Because of these issues, I set out to create my first PowerShell function.  My goals were to write something that I could use every day which would take the output of Get-ADUser,  Get-ADComputer and other Get-AD* cmdlets within the ActiveDirectory module and convert the data to strings which would properly output to Export-CSV.  As far as I can tell from my internet search, no one has written such a PowerShell function.   And, of course, the best way to learn a new programming language is to have a real project instead of just exercises.
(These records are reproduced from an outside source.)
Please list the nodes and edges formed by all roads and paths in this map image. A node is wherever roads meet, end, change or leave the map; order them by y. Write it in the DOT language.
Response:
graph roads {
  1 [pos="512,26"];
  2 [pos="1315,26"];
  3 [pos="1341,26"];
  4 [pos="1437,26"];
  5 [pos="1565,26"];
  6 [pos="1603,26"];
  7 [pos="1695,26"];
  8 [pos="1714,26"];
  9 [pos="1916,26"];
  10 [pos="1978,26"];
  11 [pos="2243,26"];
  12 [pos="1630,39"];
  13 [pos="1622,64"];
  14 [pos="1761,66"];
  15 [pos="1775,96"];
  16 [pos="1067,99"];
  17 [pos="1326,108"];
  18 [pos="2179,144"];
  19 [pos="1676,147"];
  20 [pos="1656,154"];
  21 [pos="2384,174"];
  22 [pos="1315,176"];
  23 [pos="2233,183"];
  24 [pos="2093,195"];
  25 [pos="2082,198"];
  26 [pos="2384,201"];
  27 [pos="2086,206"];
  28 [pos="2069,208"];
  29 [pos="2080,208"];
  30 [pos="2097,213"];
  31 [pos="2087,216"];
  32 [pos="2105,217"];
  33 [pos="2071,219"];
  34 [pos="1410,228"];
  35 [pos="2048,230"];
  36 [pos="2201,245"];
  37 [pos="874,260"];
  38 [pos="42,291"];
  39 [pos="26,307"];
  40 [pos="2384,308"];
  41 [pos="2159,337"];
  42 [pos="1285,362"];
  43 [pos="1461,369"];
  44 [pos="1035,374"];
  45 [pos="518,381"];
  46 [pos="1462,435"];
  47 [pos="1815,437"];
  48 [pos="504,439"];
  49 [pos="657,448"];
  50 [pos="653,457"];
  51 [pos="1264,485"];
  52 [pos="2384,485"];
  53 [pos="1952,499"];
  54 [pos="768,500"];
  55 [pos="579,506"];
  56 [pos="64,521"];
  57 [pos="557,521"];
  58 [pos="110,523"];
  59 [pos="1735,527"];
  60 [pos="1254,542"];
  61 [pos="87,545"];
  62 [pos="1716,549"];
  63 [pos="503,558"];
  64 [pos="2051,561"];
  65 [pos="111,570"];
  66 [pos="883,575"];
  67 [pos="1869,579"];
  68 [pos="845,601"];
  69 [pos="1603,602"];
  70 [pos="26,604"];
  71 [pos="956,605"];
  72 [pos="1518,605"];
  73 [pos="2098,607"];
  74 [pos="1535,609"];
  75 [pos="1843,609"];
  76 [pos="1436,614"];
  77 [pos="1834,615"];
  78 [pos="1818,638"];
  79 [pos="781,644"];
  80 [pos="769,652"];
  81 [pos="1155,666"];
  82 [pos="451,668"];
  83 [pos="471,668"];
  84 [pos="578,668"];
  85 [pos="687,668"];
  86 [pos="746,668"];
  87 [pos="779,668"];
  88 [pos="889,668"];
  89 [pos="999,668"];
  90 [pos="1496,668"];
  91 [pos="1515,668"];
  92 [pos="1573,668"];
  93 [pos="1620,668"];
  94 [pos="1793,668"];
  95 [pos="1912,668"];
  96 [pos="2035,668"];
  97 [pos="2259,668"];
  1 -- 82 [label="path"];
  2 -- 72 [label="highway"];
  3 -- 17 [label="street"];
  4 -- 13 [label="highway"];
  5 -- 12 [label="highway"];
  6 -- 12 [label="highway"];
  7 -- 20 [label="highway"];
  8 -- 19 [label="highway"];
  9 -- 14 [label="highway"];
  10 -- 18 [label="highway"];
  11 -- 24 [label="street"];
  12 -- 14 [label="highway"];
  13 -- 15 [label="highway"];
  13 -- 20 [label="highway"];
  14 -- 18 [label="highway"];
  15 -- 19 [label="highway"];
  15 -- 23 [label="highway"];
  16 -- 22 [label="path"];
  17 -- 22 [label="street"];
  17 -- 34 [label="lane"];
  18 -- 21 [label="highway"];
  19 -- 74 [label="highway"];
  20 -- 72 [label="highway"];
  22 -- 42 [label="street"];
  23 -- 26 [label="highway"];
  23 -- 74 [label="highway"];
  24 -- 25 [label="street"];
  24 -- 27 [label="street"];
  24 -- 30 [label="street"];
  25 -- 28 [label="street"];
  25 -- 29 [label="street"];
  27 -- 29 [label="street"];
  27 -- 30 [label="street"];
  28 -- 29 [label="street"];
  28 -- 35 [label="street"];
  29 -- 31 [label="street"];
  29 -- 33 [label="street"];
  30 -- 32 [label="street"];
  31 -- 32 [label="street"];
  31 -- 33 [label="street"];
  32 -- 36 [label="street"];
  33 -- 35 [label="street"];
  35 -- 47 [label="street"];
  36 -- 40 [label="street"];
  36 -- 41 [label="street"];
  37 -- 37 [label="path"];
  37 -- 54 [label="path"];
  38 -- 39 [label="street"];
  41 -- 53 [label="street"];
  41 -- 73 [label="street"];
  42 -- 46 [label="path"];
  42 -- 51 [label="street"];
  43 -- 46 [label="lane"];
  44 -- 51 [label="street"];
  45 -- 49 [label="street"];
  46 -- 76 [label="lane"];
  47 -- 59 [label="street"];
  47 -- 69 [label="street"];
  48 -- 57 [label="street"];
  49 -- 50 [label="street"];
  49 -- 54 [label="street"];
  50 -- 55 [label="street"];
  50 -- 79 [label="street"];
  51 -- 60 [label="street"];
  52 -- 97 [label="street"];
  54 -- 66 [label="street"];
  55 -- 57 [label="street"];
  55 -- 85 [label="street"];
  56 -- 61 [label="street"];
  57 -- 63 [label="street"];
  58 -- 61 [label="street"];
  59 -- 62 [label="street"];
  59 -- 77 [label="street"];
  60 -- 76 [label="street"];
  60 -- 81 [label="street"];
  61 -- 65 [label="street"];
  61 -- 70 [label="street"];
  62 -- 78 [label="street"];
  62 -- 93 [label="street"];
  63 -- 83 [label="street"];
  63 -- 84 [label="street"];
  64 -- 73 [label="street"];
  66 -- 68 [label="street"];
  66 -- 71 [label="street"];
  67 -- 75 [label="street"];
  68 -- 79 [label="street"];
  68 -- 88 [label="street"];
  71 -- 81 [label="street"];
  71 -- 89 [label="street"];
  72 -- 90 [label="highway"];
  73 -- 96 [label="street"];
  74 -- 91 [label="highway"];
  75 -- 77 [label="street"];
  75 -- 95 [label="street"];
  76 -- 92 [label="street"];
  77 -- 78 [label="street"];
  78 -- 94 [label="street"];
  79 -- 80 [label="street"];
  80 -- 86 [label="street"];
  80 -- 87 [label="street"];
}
I had some help with direction by the Scripting Guy himself, Ed Wilson.  I have been truly fortunate to be a member of a PowerShell user group with him as a member and regular speaker.  (For more about Ed and the group, read my previous post.)  Some of my discussion with Ed led to Scripting Guy articles about Active Directory and Export-CSV. Some of the code he sent me prior to the publication of these articles sent me on the right track to create Convert-ADValues.ps1.

Convert-ADValues pre-processes the output of the AD cmdlets, such as Get-ADUser and Get-ADComputer so that the output works with Export-CSV.  All dates appear properly.  ProxyAddresses and PostalAddress appear properly.  Binary data appears a a comma delimited string.

Example 1:
$u = Get-ADUser -Filter {surname -eq “smith”} -properties *
Convert-ADValues $u

Example 2:
$u = Get-ADUser -Filter {surname -eq “smith”} -properties *
$u | Convert-ADValues | Export-CSV -notypeInformation -Path $env:userprofile\desktop\ADInfo.csv

Example 3:
Get-ADComputer -Identity $env:COMPUTERNAME -Properties * |Convert-ADValues

To learn about running scripts and “dot sourcing”, examine the basics here.  I hope the comments within the script are adequate to explain what is being done.  Don’t hesitate to comment or email me with questions.

Updated 8-6-13. I fixed handling of binary, null and empty values, arrays in item, and changed delimiter to semi-colon for values with commas.  And yes, it isn’t pretty.
Updated 1/1/14. I added a switch for enumerating ACLs for the nTSecurityDescriptor attribute, changed names of variables away from users, improved comment based help.
Updated 1/2/14   Removed write-host of Security type added while debugging. Added Online Help.  Moved Load-Module ActiveDirectory to Begin statement, clarified Help to make clear that you must return nTSecurityDescriptor for it to be expanded with -GetSecurity. Removed return of PropertyNames and PropertyCount unless you use ReportPropertyNamesAndCount parameter. Changed output type to PSObject from Array. Added Requires statement for Version 3.